Check every line below for the word "dead" and copy the ones that have it.

##### Data section #####

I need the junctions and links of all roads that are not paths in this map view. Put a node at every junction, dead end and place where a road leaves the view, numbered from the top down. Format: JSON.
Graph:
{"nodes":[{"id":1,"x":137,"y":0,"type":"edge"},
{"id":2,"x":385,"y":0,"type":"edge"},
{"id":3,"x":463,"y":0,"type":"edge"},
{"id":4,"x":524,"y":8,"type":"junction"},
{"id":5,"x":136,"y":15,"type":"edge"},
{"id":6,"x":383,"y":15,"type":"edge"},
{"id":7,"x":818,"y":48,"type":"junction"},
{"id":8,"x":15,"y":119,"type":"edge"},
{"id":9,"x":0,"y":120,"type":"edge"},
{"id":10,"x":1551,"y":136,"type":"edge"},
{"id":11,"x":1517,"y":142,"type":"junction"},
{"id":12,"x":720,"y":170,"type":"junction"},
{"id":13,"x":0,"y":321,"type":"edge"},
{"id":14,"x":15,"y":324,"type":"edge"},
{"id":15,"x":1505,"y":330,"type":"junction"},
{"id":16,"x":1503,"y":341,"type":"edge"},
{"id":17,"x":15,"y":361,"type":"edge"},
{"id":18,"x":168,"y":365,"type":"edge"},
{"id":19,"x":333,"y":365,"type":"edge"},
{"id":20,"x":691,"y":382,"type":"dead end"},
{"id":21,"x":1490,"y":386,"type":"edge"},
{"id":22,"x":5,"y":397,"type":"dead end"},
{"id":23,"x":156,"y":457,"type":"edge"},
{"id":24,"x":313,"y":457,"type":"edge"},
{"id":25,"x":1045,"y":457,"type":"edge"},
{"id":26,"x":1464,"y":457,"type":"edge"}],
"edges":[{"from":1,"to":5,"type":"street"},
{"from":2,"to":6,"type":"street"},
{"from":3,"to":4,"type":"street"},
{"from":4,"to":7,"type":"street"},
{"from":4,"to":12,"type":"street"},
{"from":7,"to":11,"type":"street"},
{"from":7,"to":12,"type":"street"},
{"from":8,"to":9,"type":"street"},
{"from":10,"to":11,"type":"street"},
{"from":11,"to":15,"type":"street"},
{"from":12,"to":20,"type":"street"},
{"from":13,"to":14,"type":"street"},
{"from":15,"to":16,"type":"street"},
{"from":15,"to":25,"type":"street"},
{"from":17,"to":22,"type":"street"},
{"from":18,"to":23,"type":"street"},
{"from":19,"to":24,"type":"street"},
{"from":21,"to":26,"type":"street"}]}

#####

Your solution ::
I need the junctions and links of all roads that are not paths in this map view. Put a node at every junction, dead end and place where a road leaves the view, numbered from the top down. Format: JSON.
{"id":20,"x":691,"y":382,"type":"dead end"},
{"id":22,"x":5,"y":397,"type":"dead end"},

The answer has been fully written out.